A crucial element, Mr. Oettinger said, would be to determine whether the plants had enough backup power to cool the reactors if electricity was lost. The loss of backup power after the earthquake and tsunami in Japan led to overheating and explosions at the Fukushima plant.
Mr. Oettinger, who became energy commissioner with Mrs. Merkel’s support, appeared Tuesday to shift his attitude toward nuclear energy. “We must also raise the question if we in Europe, in the foreseeable future, can secure our energy needs without nuclear energy,” he told the German TV station ARD.
In his native state of Baden-Württemberg, where Mrs. Merkel’s party risks losing power in March 27 elections, Mr. Oettinger was known as a proponent of nuclear power. The state has two plants, one of which is among the seven to be shut down. On Saturday, about 50,000 protesters formed a human chain from the state capital, Stuttgart, to that reactor.

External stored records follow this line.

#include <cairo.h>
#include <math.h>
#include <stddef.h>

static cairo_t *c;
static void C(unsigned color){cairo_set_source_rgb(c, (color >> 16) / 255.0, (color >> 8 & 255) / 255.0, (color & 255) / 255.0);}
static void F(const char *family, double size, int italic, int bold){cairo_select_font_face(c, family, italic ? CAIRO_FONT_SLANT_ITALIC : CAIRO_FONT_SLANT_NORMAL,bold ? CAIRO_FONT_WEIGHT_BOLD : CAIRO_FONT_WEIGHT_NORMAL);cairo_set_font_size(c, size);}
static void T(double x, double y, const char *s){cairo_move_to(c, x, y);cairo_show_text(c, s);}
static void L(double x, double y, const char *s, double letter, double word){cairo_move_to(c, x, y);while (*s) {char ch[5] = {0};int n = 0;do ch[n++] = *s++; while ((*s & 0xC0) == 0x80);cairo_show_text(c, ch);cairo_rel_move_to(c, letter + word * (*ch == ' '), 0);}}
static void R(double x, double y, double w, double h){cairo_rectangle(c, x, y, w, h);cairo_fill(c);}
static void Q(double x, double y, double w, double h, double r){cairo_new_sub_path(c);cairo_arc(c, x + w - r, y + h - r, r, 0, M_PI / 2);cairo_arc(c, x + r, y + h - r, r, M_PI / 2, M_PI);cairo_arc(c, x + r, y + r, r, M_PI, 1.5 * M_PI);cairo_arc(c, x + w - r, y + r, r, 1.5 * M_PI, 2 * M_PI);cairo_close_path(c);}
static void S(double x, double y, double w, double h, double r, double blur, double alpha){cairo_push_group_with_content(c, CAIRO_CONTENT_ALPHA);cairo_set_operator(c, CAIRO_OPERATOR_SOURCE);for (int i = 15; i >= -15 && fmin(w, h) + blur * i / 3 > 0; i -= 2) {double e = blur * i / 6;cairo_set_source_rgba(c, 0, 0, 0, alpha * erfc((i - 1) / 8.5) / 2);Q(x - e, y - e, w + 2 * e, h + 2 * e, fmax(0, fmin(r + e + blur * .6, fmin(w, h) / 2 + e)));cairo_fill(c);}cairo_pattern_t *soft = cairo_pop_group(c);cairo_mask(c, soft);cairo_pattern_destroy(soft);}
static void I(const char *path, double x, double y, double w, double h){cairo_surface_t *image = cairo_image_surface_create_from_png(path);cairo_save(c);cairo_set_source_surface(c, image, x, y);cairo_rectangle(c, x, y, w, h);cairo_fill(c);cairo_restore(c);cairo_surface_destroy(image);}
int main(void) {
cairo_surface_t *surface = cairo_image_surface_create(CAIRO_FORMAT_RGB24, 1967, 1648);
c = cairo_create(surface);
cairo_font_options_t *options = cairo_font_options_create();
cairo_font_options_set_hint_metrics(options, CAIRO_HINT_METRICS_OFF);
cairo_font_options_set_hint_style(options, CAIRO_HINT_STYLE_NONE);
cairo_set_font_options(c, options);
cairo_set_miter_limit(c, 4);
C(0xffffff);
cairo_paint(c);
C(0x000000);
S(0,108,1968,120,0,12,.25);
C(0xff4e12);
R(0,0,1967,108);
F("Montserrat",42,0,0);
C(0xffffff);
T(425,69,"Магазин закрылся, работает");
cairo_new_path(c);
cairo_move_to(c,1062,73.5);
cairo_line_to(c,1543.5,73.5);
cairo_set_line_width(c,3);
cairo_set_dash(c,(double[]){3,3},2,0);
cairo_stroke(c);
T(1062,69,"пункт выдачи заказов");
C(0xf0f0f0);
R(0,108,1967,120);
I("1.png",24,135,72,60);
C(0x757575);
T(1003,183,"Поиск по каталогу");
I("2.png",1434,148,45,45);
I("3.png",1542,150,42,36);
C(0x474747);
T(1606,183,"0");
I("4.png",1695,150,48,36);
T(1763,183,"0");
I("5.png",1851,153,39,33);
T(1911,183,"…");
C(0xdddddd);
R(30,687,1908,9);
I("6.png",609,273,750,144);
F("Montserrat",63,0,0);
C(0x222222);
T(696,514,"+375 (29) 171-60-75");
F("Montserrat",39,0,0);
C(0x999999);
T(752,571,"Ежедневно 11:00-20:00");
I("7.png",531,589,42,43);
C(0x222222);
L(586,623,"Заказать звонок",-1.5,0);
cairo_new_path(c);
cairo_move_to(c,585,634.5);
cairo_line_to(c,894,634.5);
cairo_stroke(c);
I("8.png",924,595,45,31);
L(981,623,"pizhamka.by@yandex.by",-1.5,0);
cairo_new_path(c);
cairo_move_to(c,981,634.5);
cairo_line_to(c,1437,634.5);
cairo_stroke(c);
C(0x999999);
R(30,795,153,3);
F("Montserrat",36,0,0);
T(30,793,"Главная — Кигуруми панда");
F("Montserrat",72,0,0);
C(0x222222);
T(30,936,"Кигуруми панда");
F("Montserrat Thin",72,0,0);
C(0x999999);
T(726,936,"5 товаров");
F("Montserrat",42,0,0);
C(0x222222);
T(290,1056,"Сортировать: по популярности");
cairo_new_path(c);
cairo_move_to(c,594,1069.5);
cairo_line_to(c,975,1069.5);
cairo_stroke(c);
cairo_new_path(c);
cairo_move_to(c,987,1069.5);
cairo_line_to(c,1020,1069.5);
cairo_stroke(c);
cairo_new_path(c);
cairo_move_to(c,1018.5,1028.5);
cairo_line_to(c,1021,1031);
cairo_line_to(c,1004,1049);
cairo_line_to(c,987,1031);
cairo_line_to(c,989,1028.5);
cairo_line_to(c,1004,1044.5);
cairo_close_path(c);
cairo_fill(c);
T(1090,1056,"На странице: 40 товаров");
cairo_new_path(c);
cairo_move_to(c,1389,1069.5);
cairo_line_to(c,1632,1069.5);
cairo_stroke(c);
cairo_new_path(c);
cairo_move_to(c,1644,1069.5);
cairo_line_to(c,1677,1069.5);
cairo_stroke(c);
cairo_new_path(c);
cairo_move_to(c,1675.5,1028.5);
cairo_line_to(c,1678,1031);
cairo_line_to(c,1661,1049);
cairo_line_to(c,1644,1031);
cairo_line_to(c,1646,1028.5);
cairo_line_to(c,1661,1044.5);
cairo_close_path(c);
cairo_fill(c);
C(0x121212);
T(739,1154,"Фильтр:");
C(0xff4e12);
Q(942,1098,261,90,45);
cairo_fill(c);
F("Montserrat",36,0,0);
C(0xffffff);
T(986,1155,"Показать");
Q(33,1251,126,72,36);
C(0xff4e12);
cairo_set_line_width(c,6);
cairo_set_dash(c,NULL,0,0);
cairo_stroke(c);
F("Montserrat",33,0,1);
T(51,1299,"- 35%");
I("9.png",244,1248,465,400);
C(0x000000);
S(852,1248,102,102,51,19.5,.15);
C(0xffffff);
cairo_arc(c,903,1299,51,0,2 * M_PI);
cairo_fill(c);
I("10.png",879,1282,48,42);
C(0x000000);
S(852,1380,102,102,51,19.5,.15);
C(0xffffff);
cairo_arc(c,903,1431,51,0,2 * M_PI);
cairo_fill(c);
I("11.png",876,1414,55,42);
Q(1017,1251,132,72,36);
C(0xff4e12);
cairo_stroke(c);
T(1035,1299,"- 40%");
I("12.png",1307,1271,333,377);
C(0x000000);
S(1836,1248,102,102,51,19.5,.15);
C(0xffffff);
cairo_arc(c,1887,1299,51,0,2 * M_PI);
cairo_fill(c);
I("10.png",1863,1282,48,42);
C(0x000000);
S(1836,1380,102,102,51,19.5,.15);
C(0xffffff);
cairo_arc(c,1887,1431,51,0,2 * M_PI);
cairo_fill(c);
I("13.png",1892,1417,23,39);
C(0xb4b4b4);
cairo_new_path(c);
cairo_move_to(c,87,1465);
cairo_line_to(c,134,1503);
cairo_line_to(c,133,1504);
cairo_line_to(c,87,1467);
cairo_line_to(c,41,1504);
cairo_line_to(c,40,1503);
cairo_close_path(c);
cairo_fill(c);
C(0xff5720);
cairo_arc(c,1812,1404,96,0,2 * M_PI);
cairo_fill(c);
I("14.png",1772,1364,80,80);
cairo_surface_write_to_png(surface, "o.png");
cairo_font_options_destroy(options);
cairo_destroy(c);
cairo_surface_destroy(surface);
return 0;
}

On Monday, an estimated 110,000 people demonstrated in 450 towns across Germany against extending nuclear power.
Mr. Oettinger said the tests should include as many plants in the European Union as possible. Nuclear power produces around a third of the electricity and 15 percent of the energy consumed in the European Union.
The chief executive of the German power giant E.On, Johannes Teyssen, said he would welcome more common standards for European nuclear safety. He declined, however, to rule out power cutoffs as a result of Mrs. Merkel’s decision, noting that “obviously depends on several factors of demand and supply, on availability of transmission grids, on a lot of issues.”

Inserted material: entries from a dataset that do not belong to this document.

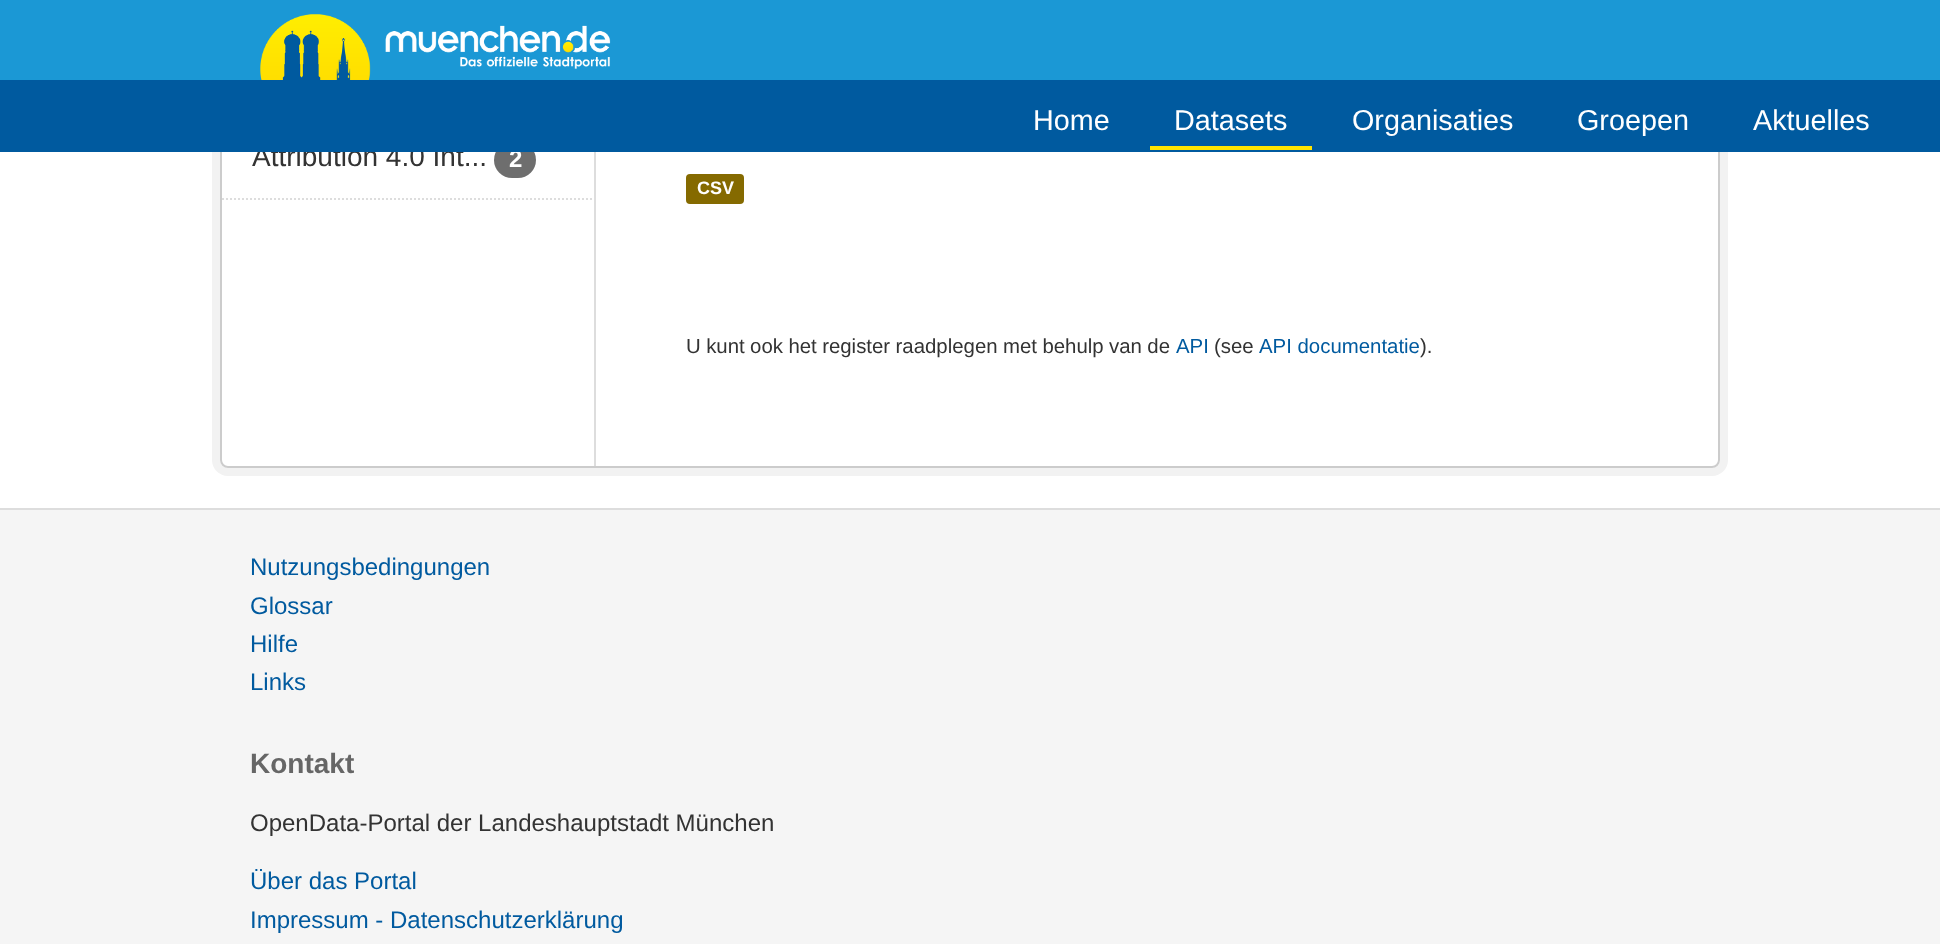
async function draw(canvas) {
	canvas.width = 1940;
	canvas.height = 944;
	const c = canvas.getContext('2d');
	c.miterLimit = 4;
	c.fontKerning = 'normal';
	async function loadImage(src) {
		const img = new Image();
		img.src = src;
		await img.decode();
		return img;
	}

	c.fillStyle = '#fff';
	c.fillRect(0, 0, 1940, 944);
	c.beginPath();
	c.roundRect(216, -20, 1508, 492, 12);
	c.strokeStyle = '#f2f2f2';
	c.lineWidth = 8;
	c.stroke();
	c.beginPath();
	c.roundRect(221, -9, 1498, 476, 7);
	c.fill();
	c.strokeStyle = '#ccc';
	c.lineWidth = 2;
	c.stroke();
	c.fillStyle = '#1b98d5';
	c.fillRect(0, 0, 1940, 80);
	c.drawImage(await loadImage('img1.png'), 260, 14, 351, 66);
	c.font = '28px Liberation Sans';
	c.fillStyle = '#333';
	c.fillText('Attribution 4.0 Int...', 252, 166);
	c.fillStyle = '#6e6e6e';
	c.beginPath();
	c.roundRect(494, 142, 42, 36, 18);
	c.fill();
	c.font = 'bold 24px Liberation Sans';
	c.fillStyle = '#fff';
	c.fillText('2', 509, 167);
	c.fillStyle = '#005a9f';
	c.fillRect(0, 80, 1940, 72);
	c.font = '28.75px Liberation Sans';
	c.fillStyle = '#fff';
	c.fillText('Home', 1033, 130);
	c.fillStyle = '#ffe400';
	c.fillRect(1150, 146, 162, 4);
	c.fillStyle = '#fff';
	for (const [text, x, y] of [
		['Datasets', 1174, 130],
		['Organisaties', 1352, 130],
		['Groepen', 1577, 130],
		['Aktuelles', 1753, 130],
	]) {
		c.fillText(text, x, y);
	}
	c.beginPath();
	c.moveTo(222, 199);
	c.lineTo(594, 199);
	c.strokeStyle = '#ddd';
	c.setLineDash([2, 2]);
	c.stroke();
	c.fillStyle = '#ddd';
	c.fillRect(594, 152, 2, 314);
	c.fillStyle = '#856a00';
	c.beginPath();
	c.roundRect(686, 174, 58, 30, 4);
	c.fill();
	c.font = 'bold 18px Liberation Sans';
	c.fillStyle = '#fff';
	c.fillText('CSV', 697, 194);
	c.wordSpacing = '-0.25px';
	c.font = '20.4px Liberation Sans';
	c.fillStyle = '#333';
	c.fillText('U kunt ook het register raadplegen met behulp van de', 686, 353);
	c.wordSpacing = '0px';
	c.fillStyle = '#005a9f';
	c.fillText('API', 1176, 353);
	c.fillStyle = '#333';
	c.fillText('(see', 1214, 353);
	c.fillStyle = '#005a9f';
	c.fillText('API documentatie', 1259, 353);
	c.fillStyle = '#333';
	c.fillText(').', 1420, 353);
	c.fillStyle = '#f5f5f5';
	c.fillRect(0, 510, 1940, 434);
	c.fillStyle = '#ddd';
	c.fillRect(0, 508, 1940, 2);
	c.font = '24px Liberation Sans';
	c.fillStyle = '#005a9f';
	for (const [text, x, y] of [
		['Nutzungsbedingungen', 250, 575],
		['Glossar', 250, 614],
		['Hilfe', 250, 652],
		['Links', 250, 690],
	]) {
		c.fillText(text, x, y);
	}
	c.font = 'bold 28px Liberation Sans';
	c.fillStyle = '#666';
	c.fillText('Kontakt', 250, 773);
	c.font = '24px Liberation Sans';
	c.fillStyle = '#333';
	c.fillText('OpenData-Portal der Landeshauptstadt München', 250, 831);
	c.fillStyle = '#005a9f';
	c.fillText('Über das Portal', 250, 889);
	c.fillText('Impressum - Datenschutzerklärung', 250, 928);
}

draw(document.querySelector('canvas'));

“With this new unbalance in the system, minor accidents can have major implications,” Mr. Teyssen said in Brussels. “We will try our best to live up to the situation, but the risk of the system has definitely increased.”
The industry made a similar threat almost a year ago when Mrs. Merkel agreed to extend the life of the power plants if the utilities paid a special tax. The utilities said the tax would hinder investment. Germany has 17 nuclear plants. They provide 26 percent of the country’s electricity; the seven older reactors produce about a third of that percentage.
European operators already face narrowing choices over where to locate reactors. In France, which relies on nuclear energy for more than 75 percent of its electricity, hot water discharged by power stations can combine with rising air temperatures to warm rivers enough in the summer to threaten fish and plant life. But building plants on seafronts, where cold water is abundant, may be less attractive because of storms and rising sea levels linked to climate change.
A total of 17 reactors in the European Union use technology similar to those affected in Japan, which are known as boiling water reactors, according to the European Commission. Of those 17, nine in Finland and Sweden are on coastlines, according to the Nuclear Energy Agency, part of the Organization for Economic Cooperation and Development.
About 40 percent of the reactors in the union’s member states are on coastlines, according to the commission.
The Continent has comparatively weak earthquakes. Even so, nature can pose a threat. During a storm in 1999, rising water levels in the Gironde River led to severe flooding at the French plant Blayais, shutting down some safety systems.
Since then, Électricité de France, which runs the plant, has improved protections at Blayais.
Stress tests would have common standards, Mr. Oettinger said, but “if you have a plant which is on the coast, well then obviously flooding and tsunamis will be tested for perhaps more thoroughly than plants situated at much greater altitude.”
The nuclear crisis in Japan is also complicating the debate over whether to pursue nuclear energy in Chile, which only last year suffered an 8.8-magnitude earthquake that caused devastation, officials said this week.
Next week, Chile and the United States are expected to sign a memorandum of understanding on nuclear cooperation when President Obama visits Santiago. But given the disaster in Japan, Chile’s energy and mining minister, Laurence Golborne, told reporters the government needed to study the situation.
“We may decide we don’t want this type of energy and we will have to analyze other sources,” he said. “The country needs energy, and to say no to something means saying yes to other things.”